Kjell: Hi! Ja, wir hatten ja schon gesagt, dass das Umfeld nicht immer positiv auf Menschen reagiert, wenn die jetzt sich hinstellen und sagen “Ich steh auf Behinderte”. Jetzt hast du, Anna, ja schon gesagt, dass du das mit dem Begriff Coming-Out verbindest. Für mich war das eigentlich immer ein Begriff, den ich so im Kontext von Homosexualität kenne. Du beziehst den jetzt auf Devness, aber vielleicht kannst du nochmal erzählen, warum und was genau meinst du damit?

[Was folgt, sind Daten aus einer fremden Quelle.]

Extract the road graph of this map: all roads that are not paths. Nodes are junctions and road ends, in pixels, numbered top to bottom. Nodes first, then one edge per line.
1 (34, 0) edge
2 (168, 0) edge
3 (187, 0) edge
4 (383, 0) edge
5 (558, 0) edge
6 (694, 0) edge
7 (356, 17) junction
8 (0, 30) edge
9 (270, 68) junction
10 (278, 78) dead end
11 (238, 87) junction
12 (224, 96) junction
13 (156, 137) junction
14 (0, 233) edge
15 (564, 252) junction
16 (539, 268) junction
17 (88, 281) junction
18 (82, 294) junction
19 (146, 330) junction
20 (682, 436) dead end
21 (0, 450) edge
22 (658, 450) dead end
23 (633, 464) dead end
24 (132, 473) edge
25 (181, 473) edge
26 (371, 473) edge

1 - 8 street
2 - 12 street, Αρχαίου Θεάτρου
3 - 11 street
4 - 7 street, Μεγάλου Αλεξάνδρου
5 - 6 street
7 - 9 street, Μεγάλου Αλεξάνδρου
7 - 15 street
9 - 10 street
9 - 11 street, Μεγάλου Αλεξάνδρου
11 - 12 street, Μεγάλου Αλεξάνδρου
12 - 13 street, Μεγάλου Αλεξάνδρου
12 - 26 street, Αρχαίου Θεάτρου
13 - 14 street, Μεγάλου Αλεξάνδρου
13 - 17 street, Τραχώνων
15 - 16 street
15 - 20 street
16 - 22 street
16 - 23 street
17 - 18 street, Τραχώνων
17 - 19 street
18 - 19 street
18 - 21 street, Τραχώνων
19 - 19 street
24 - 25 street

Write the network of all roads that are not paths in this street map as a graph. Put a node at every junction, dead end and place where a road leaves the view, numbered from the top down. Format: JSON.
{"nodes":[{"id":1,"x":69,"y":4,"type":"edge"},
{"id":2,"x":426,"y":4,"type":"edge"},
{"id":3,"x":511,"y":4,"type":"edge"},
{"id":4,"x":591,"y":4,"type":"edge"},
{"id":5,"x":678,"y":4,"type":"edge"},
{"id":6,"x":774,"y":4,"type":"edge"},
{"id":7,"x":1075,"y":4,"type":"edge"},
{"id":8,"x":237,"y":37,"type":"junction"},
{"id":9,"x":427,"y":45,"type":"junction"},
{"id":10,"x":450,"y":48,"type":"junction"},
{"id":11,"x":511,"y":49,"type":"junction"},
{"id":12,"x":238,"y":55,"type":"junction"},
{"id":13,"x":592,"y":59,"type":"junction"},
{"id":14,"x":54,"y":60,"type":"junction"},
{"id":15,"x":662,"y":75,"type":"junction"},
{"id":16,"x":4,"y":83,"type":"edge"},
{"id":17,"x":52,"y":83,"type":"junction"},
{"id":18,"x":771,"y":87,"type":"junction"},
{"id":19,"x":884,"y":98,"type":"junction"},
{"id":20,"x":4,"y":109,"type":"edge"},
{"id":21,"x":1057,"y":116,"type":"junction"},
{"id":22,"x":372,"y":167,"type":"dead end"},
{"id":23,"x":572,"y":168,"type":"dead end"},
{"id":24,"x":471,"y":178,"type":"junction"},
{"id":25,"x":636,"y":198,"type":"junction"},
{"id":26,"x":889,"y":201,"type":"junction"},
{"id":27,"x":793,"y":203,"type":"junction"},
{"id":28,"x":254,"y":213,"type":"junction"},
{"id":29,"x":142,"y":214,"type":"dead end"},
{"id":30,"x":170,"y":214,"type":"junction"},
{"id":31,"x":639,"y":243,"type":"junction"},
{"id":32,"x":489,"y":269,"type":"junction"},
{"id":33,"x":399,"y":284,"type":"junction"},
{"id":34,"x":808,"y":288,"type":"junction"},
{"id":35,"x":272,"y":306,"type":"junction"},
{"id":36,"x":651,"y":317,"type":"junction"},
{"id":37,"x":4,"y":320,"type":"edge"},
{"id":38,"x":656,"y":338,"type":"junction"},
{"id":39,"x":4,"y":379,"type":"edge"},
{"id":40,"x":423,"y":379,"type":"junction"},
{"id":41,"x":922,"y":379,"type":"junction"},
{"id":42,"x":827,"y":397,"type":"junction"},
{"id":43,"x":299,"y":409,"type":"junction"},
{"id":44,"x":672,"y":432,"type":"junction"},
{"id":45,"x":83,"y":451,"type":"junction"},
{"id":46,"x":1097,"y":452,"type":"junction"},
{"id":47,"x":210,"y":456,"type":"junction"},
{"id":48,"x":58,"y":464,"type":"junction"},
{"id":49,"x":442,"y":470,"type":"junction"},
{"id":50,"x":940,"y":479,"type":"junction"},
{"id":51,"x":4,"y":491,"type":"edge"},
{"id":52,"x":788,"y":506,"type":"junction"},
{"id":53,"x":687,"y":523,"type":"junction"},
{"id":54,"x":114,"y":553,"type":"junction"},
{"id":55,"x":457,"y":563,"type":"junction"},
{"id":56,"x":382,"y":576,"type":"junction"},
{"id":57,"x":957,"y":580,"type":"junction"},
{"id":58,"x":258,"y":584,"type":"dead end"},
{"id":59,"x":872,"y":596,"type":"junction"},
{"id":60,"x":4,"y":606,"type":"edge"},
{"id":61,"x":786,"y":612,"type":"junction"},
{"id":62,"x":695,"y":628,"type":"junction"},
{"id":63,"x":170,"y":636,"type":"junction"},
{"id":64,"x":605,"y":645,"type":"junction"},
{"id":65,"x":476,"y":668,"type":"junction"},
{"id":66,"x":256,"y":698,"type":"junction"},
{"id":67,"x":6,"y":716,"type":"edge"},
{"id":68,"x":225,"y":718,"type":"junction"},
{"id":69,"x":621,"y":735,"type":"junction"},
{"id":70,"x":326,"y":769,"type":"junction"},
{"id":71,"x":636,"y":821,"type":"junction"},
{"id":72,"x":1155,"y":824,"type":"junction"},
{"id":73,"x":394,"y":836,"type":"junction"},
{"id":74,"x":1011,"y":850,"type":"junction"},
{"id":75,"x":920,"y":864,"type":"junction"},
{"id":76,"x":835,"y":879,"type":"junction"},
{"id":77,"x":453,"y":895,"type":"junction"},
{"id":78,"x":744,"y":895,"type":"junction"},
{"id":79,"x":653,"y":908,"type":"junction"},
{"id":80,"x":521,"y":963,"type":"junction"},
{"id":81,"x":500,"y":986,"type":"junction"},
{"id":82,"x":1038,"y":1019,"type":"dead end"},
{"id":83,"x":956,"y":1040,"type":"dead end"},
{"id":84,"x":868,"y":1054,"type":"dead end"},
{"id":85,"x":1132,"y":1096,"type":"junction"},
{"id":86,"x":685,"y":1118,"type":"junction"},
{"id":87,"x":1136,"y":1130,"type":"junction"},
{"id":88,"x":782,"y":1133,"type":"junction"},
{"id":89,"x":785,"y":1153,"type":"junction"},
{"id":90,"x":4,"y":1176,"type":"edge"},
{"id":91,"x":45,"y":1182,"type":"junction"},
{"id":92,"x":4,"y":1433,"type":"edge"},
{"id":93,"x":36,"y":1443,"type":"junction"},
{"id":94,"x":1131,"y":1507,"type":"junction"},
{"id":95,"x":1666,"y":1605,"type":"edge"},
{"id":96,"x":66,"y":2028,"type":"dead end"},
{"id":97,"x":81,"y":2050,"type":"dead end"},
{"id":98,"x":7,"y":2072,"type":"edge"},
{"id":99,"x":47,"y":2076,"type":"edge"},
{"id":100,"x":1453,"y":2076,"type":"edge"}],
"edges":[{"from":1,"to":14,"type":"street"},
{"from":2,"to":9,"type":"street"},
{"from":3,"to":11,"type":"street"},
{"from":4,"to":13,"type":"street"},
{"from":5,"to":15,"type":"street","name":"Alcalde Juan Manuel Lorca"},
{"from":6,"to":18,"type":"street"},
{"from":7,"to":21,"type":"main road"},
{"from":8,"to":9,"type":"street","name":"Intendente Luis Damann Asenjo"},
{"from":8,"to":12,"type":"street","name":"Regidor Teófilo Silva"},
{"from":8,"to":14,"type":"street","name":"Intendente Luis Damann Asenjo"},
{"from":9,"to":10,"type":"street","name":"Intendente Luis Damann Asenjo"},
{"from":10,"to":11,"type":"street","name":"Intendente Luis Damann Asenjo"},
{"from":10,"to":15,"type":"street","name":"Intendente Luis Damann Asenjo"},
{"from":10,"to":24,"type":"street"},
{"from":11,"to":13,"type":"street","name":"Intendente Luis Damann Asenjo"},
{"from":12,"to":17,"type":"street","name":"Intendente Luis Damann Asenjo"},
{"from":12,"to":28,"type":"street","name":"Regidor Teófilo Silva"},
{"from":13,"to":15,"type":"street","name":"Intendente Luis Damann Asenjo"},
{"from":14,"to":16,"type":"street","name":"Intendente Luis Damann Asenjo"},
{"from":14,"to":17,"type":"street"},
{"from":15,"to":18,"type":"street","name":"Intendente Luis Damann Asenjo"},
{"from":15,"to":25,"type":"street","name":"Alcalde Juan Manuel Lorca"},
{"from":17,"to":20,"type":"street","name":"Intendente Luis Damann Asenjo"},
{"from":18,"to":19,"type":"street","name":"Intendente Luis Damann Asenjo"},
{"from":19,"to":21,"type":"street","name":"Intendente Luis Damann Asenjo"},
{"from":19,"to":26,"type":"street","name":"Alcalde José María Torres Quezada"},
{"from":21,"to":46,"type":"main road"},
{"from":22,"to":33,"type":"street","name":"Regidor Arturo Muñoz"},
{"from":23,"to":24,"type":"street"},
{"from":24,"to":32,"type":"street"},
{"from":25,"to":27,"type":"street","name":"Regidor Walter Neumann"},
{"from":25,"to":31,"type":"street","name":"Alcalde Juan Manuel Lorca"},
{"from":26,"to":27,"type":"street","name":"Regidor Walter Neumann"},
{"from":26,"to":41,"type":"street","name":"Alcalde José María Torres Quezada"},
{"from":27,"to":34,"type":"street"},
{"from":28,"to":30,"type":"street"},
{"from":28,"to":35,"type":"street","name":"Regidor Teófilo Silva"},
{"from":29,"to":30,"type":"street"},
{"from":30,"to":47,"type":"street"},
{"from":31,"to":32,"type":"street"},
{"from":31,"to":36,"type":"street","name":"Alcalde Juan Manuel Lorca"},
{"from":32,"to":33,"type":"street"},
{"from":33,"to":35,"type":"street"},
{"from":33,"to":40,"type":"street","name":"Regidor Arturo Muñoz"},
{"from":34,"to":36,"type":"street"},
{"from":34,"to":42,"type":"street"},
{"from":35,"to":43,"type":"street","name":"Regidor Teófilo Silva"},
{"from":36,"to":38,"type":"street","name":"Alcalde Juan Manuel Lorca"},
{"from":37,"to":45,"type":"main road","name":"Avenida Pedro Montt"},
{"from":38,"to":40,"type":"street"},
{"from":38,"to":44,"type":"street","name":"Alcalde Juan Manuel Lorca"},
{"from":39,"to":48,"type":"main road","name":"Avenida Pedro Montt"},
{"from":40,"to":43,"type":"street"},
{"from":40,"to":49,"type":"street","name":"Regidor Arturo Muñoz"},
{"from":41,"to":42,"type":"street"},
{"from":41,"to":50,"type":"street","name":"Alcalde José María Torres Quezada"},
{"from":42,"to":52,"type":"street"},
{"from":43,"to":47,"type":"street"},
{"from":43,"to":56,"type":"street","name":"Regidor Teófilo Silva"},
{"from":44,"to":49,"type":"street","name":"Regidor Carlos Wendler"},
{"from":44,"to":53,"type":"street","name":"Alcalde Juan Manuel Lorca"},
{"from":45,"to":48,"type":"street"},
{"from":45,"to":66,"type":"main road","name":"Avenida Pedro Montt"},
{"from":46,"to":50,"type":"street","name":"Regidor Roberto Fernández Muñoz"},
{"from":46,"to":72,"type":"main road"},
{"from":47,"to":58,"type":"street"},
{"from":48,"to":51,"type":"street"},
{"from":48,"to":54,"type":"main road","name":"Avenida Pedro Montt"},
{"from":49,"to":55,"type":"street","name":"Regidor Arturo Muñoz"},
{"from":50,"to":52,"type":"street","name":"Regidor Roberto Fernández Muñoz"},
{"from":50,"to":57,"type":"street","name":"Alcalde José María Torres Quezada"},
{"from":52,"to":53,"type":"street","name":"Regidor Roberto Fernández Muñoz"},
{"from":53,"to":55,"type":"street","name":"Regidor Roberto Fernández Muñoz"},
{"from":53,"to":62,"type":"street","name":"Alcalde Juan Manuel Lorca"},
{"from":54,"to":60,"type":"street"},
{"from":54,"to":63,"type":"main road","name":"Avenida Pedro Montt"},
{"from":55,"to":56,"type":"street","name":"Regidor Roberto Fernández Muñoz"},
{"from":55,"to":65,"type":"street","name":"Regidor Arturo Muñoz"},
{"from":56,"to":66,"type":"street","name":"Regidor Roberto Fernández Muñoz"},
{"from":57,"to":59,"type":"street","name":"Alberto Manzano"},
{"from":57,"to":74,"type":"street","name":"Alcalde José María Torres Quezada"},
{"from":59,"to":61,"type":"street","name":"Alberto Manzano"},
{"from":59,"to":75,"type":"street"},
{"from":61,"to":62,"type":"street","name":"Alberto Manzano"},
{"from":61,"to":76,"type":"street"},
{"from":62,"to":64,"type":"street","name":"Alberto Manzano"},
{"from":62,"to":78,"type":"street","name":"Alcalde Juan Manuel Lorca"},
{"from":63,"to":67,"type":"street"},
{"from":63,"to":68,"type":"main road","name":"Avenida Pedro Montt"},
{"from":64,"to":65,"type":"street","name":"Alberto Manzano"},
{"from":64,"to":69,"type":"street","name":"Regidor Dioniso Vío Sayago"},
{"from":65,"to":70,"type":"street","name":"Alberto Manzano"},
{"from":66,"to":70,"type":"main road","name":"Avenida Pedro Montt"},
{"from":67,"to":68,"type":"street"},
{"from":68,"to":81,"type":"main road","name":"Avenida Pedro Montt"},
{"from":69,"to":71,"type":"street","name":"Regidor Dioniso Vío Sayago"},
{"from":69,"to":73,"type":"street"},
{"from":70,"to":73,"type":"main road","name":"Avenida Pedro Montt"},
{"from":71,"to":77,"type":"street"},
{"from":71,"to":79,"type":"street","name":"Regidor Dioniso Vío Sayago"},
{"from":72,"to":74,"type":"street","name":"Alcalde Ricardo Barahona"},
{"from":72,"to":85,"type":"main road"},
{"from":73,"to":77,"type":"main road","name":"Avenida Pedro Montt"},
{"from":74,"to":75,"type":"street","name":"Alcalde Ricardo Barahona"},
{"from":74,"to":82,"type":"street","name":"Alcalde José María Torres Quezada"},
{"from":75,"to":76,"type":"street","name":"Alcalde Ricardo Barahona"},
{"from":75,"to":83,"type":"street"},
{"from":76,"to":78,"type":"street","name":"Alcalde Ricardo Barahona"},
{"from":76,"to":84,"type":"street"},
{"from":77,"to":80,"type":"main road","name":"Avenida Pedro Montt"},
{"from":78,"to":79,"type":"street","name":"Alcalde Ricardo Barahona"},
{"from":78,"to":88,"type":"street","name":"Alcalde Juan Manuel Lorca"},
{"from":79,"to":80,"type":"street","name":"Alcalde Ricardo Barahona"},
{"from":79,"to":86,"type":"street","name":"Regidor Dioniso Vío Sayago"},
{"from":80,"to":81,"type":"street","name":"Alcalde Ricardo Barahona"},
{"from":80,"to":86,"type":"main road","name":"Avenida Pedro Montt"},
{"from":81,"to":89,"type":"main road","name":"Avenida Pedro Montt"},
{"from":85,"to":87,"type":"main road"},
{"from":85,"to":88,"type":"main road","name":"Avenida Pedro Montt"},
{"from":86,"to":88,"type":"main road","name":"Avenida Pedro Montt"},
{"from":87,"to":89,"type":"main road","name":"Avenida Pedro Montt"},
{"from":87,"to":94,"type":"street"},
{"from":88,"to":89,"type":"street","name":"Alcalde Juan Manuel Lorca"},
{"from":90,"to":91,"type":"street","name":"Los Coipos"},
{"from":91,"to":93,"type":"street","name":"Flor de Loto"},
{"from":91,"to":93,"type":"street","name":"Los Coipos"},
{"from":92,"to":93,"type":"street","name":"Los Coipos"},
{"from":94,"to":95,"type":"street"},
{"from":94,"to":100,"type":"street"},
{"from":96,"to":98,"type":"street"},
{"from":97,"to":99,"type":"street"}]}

Anna: Ja, das ist eigentlich dasselbe Konzept, wie man es jetzt von Homosexualität kennt. Also es geht darum, dass man anderen Menschen von der eigenen Sexualität erzählt, von den eigenen Präferenzen und mir ist einfach im Laufe der Zeit aufgefallen, dass viele meiner Erfahrungen ähnlich sind zu Erfahrungen, die homosexuelle Menschen bei ihrem Coming-Out haben oder auch bei anderen sexuellen Vorlieben. Ich hab da auch glücklicherweise eigentlich relativ viele Materialien dazu gefunden und es gibt da einfach verschiedene Stufen, die man so durchläuft bei einem Coming-Out.
Kjell: Ok, welche sind das denn für dich?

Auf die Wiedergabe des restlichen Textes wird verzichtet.